In their presentations to Connecticut’s policymakers, Texas was recognized as a leader for reducing the number of youth served in state operated secure facilities by 61 percent over 5 years, and California was commended for reducing the number of youth in a secure facility to 653. YAP was characterized as a national model because only 5 percent of youth it served were in a secure placement six to 12 months after discharge from the program.
The work of these organizations is impressive, and as we continue to reform Connecticut’s juvenile justice system, we should draw from other states and national models like these to inform our efforts and improve our juvenile justice system. However, in listening to the advances made in other states, I feel compelled to both highlight the progress that DCF has experienced, reflecting our capacity to implement successful reforms, as well as identify the challenges remaining.

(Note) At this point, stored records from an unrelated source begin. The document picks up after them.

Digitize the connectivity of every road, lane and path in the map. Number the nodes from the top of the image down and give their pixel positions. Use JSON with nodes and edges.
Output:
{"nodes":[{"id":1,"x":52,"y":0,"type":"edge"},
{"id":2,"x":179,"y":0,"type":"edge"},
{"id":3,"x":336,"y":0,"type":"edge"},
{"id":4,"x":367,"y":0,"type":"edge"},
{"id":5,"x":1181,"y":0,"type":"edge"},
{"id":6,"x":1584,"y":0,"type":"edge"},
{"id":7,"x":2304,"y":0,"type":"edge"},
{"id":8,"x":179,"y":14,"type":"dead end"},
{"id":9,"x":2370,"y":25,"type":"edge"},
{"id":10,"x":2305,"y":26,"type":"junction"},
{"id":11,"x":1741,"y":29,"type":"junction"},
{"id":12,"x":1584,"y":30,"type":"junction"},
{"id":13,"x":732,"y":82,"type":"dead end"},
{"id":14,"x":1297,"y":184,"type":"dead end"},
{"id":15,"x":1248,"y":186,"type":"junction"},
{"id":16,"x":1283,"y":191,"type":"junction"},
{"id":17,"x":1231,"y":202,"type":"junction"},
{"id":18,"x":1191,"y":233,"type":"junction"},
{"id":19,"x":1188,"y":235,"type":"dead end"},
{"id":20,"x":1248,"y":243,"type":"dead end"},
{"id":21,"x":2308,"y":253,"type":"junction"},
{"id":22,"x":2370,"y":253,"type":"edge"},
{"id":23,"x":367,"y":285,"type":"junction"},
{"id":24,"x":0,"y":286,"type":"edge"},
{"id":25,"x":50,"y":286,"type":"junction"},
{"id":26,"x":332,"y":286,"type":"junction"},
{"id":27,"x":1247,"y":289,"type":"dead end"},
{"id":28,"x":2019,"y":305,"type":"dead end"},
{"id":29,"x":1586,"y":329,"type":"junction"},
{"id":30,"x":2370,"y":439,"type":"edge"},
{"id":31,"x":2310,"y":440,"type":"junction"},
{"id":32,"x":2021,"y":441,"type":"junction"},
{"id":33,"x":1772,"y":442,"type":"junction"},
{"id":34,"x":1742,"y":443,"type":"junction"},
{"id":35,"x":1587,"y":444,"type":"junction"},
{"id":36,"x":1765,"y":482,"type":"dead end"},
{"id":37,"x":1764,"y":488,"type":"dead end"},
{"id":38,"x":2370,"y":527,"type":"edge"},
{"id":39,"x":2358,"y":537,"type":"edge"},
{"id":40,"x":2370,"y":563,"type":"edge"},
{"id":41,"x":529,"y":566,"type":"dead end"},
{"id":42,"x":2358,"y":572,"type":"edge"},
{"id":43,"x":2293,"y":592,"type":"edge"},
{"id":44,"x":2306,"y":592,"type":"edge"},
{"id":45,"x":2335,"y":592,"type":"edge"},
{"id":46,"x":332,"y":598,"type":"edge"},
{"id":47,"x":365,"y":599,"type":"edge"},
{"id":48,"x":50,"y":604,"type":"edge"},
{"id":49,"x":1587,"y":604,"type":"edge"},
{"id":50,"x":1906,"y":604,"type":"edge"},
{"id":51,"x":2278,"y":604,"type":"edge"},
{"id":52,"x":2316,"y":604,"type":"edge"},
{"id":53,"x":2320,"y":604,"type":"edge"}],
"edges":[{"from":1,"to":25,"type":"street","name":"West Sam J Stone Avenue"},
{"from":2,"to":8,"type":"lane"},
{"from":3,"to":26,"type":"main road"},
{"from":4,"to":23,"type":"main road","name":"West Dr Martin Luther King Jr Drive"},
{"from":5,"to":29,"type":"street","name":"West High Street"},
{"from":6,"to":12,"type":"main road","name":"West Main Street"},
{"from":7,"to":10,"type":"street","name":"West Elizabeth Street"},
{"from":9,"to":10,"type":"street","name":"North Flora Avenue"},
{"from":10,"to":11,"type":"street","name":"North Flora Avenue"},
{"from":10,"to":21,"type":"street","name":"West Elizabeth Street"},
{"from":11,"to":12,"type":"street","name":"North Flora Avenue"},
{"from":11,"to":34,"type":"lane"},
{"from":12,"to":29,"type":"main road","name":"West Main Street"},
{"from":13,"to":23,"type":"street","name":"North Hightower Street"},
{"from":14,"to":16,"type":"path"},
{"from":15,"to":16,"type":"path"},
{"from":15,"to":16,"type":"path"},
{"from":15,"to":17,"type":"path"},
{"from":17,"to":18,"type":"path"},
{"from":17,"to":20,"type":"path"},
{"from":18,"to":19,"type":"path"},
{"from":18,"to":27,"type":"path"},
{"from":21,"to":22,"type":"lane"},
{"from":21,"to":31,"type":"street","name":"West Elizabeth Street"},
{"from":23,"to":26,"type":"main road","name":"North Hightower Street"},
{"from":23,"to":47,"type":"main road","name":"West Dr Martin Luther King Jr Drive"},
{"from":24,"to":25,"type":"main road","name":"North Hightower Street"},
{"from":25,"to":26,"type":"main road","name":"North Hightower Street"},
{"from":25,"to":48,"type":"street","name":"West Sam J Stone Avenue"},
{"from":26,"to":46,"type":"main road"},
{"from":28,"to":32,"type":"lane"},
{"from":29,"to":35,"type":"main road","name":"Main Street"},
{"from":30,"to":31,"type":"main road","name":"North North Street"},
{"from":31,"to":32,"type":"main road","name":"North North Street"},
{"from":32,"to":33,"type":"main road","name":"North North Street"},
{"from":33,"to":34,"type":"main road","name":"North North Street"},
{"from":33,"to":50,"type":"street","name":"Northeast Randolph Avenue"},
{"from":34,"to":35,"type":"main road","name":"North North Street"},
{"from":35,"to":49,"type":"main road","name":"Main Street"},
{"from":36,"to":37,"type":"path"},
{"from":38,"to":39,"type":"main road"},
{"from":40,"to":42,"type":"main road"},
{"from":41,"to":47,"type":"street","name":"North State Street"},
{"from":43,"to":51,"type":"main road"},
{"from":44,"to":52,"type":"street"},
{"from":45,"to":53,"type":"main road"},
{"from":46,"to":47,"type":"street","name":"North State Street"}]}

As we testified at the Juvenile Justice Policy Oversight Committee, we currently have 68 boys at the Connecticut Juvenile Training School (CJTS) and 4 girls at the Pueblo Unit – a total of 72 youth in a DCF-run secure facility. This is a reduction from a high point of 141 boys at CJTS in 2014, marking a reduction of about 52 percent in one year. Of the more than 10,000 youth who pass through the juvenile justice system, roughly 97 percent are successfully served through community based services; fewer than 300 or 3 percent are adjudicated delinquent and committed to DCF and 72 or less than 1 percent are placed in a locked facility.
Courts send DCF these youth because, despite multiple attempts at community based services, their behaviors have continued, placing themselves and society at risk. The delinquency adjudication often reflects plea bargains to breach of peace or disorderly conduct while the underlying behaviors are far more serious-sexual assault, robbery, assault etc. These behaviors are important to acknowledge, not to vilify the youth or excuse any improper staff behavior, but rather to identify the best treatment for the youth and training for the staff.
Unfortunately, situations can develop quickly, especially with youth who struggle to learn appropriate responses to challenging situations because of their trauma histories. Restraints and seclusion are not therapeutic interventions, but on rare occasions may be necessary to maintain safety for the youth who risk harming themselves or others. I take responsibility for addressing the concerns raised over the restraints captured on video at the boys and girl facilities. The need to reduce their use is prompting us to implement sweeping reforms including banning and phasing out certain types of restraints, expanding on-site clinical coverage to evenings and weekends, and strengthening the clinical role in preventing the situations that give rise to them. In addition, we have taken disciplinary action against some staff who were involved in these isolated events, most of which occurred more than a year ago.
In truth, these videos reflect extreme outliers in our case practice at CJTS and Pueblo, and they do not present an accurate reflection of the daily work done by the vast majority of staff who are committed to serving our youth with care, compassion, dedication and tremendous skill. The few staff who acted improperly have been disciplined, and I am committed to ensuring that we address any remaining concerns with transparency and accountability, as evidenced by our posting of the videotapes in question in their entirety on the DCF website, along with our action plan with our corrective steps and timeframes for implementation.
I am dedicated to ensuring that our youth can transition into adulthood with hopes, dreams and opportunities to succeed, recognizing that for some youth who experience multi-generational involvement in the criminal justice system, the challenges are even greater. Through our justice reform work, including “Raise the Age”, and Gov. Dannel Malloy’s Second Chance Initiative, Connecticut is recognized as a national leader in justice reform.
As we continue the dialogue about how to best serve our diminishing number of youth in a secure facility, I am confident that we will continue to make the necessary improvements that will keep us in the forefront.
Joette Katz is the commissioner of the Department of Children and Families.